You’ll need to understand how it’s calculated.
If a deductible is involved, there are a few questions you should investigate.
- Is it calculated just on a per-member basis or is there some type of cumulative per-family deductible?
- Will any portion of a deductible paid late in one policy year apply to the next year’s?
- Does the deductible apply to all types of dental treatments or are some services (such as Preventive ones) exempted?
Maximum annual benefits.
You will need to evaluate an insurance plan’s maximum dollar benefit. This is typically stated in terms of a yearly maximum. For some dental procedures (frequently orthodontic treatment), there may be a lifetime dollar limitation also.
(Note: You’ll need to determine what time basis is involved. Is it a calendar year, or else a year’s time frame that starts on the day the plan becomes effective?)
Maximum limits are frequently seen with traditional (indemnity) and PPO insurance plans. It often ranges between $750 and $2000 per year ($1500 is common) but this value will absolutely vary with each policy, so you’ll have to check.
Capitation programs (dental HMO’s) typically don’t have a maximum benefit limitation.
You’ll need to understand how this limit is calculated.

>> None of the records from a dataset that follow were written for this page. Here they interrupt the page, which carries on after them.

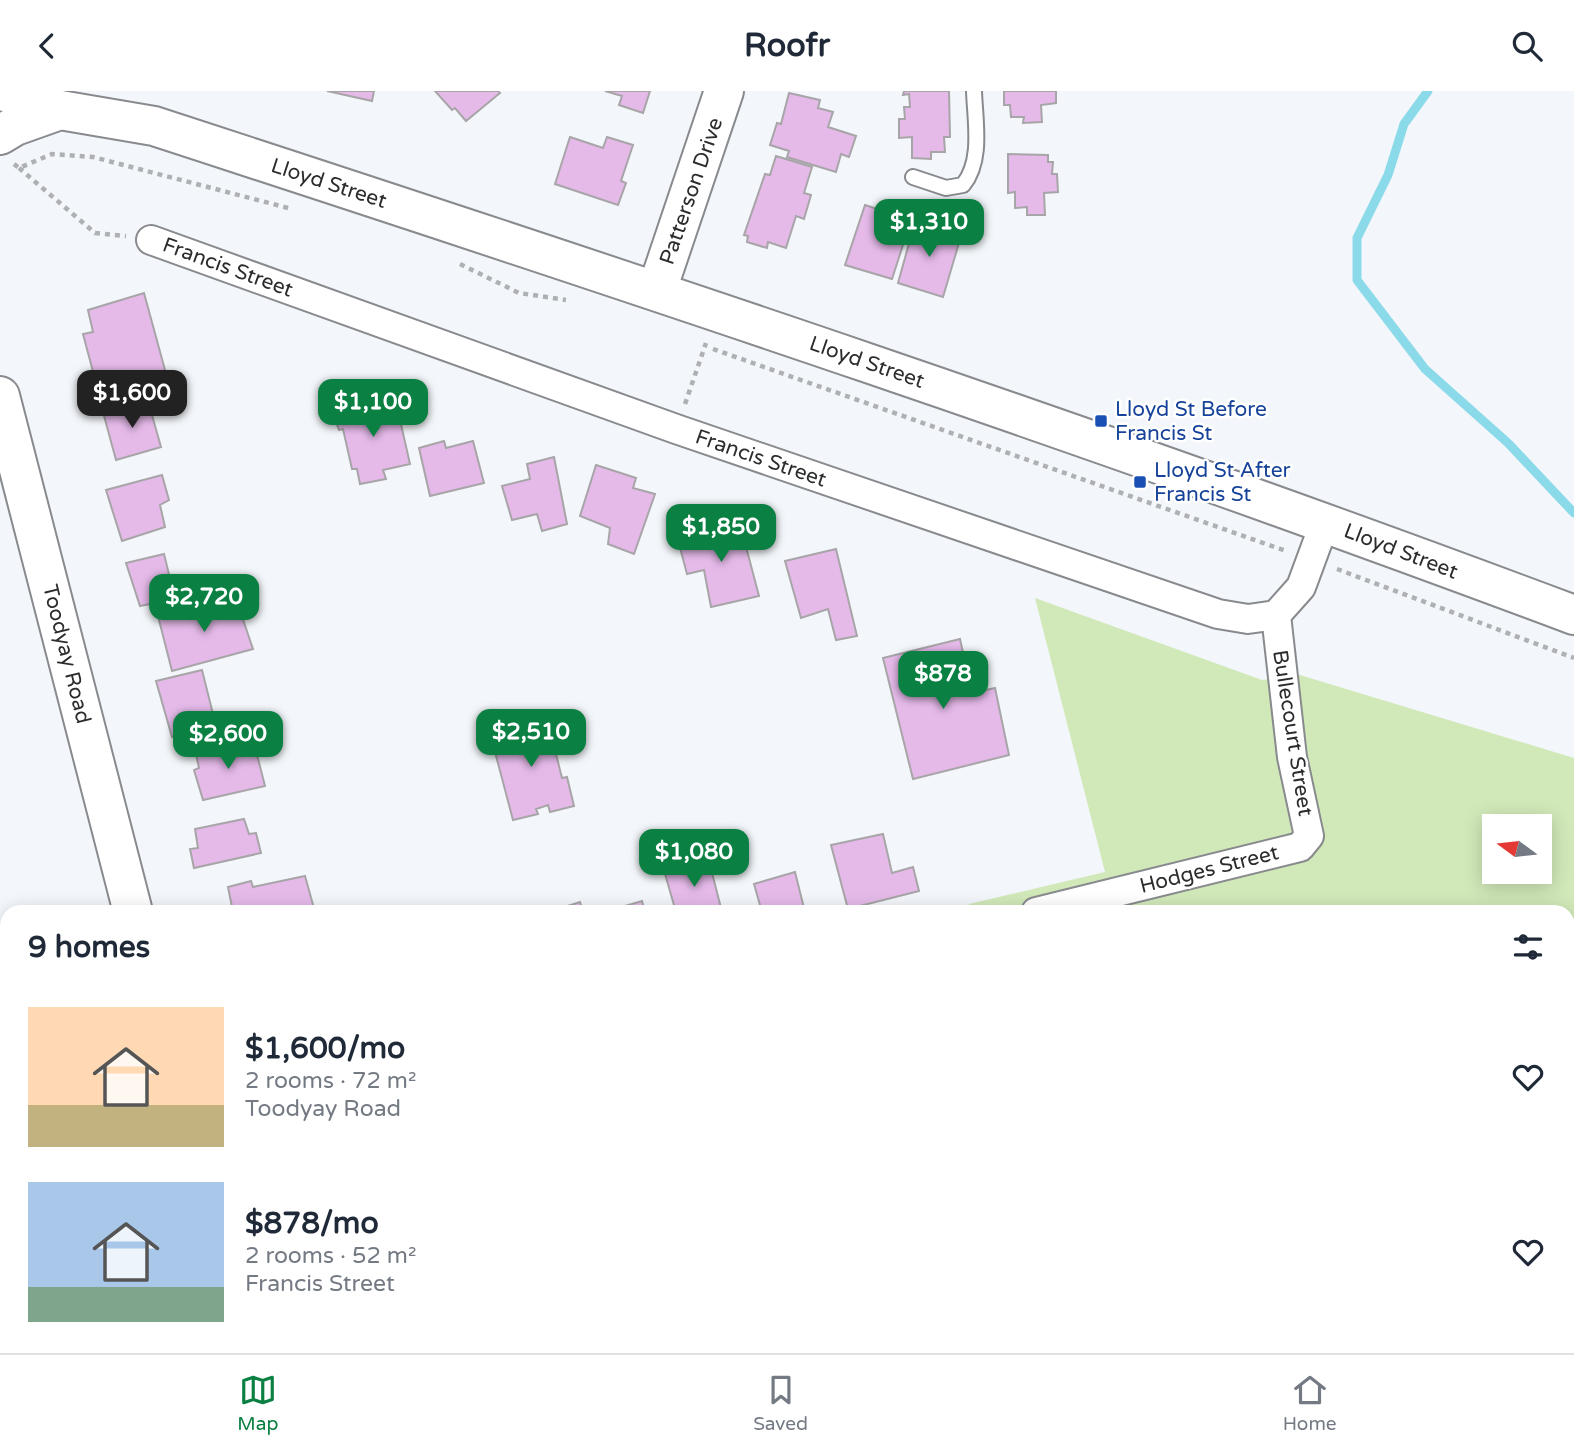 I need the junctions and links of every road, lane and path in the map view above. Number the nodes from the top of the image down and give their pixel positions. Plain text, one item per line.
1 (2, 91) edge
2 (724, 91) edge
3 (974, 91) edge
4 (75, 101) edge
5 (5, 148) edge
6 (19, 168) junction
7 (913, 177) dead end
8 (305, 213) dead end
9 (151, 240) joint
10 (454, 261) dead end
11 (657, 290) junction
12 (576, 301) dead end
13 (719, 310) junction
14 (692, 341) dead end
15 (705, 346) junction
16 (0, 396) edge
17 (676, 429) junction
18 (1325, 522) junction
19 (1312, 559) junction
20 (1276, 615) junction
21 (1574, 615) edge
22 (1574, 658) edge
23 (1300, 847) joint
24 (132, 905) edge
25 (1064, 905) edge

1 - 4 main road, Lloyd Street
2 - 11 main road, Patterson Drive
3 - 7 lane
4 - 5 main road
4 - 11 main road, Lloyd Street
5 - 6 path
6 - 8 path
6 - 9 path
9 - 17 street, Francis Street
10 - 12 path
11 - 13 main road, Lloyd Street
13 - 15 path
13 - 18 main road, Lloyd Street
14 - 15 path
15 - 17 path
15 - 19 path
16 - 24 main road, Toodyay Road
17 - 20 street, Francis Street
18 - 19 street
18 - 21 main road, Lloyd Street
19 - 20 street
19 - 22 path
20 - 23 street, Bullecourt Street
23 - 25 street, Hodges Street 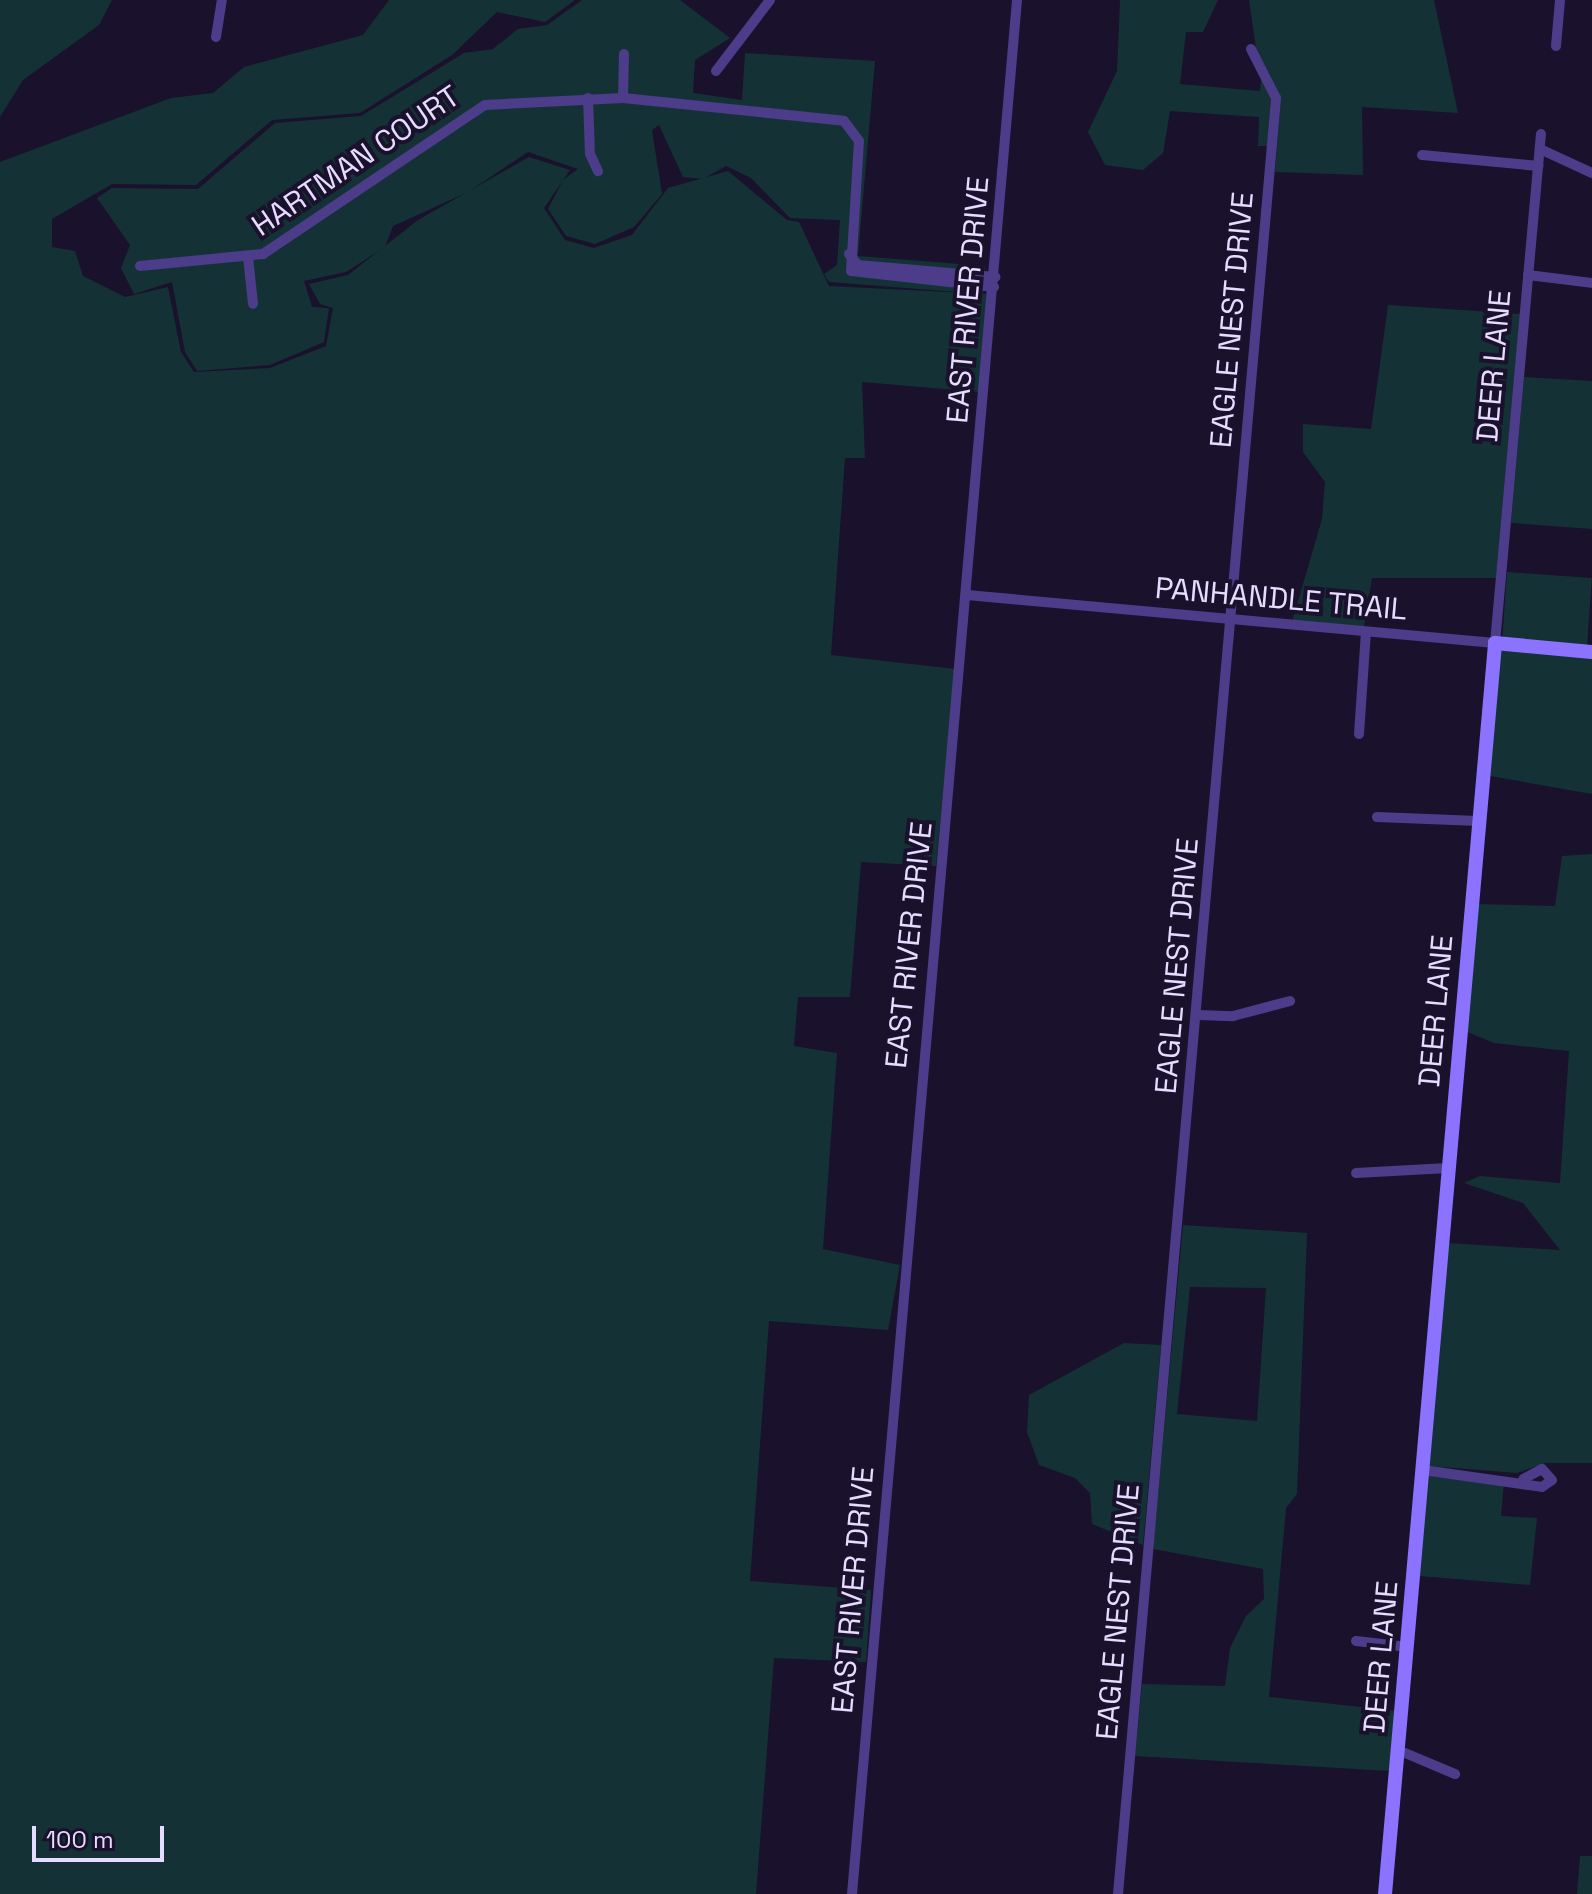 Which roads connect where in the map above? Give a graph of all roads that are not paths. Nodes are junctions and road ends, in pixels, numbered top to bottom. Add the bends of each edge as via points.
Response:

Remember, this number represents the maximum total benefit that the insurance company will pay, not the total value of the dental work received.
Benefits for some procedures, like Basic and Major services, may only be paid at 80 to 50%. If this is the case, then only a portion of their cost (the part the insurance company actually pays) will be applied to the calculation of the patient’s maximum benefit limitation.
Creative treatment planning.
You may find that the maximum benefits limitation of the policy you have is relatively small compared to your dental needs. If so, here are some possible solutions:
- Check to see if your policy allows that (some or all) of your previous year’s unused annual maximum can be rolled over into your next year’s. If this option is available, it alone may solve your dilemma.
- As another alternative, ask your dentist if your treatment plan can be broken up into two parts, one of which is initiated at the end of one benefits year and the other a few days later but in the next.
Doing so can help to keep your total costs low, while your dental work is still started and completed within a relatively normal and convenient time frame. (Your dentist will need to check to see what’s allowed but claims paid are typically based on the date on which the procedure was initiated, not completed.)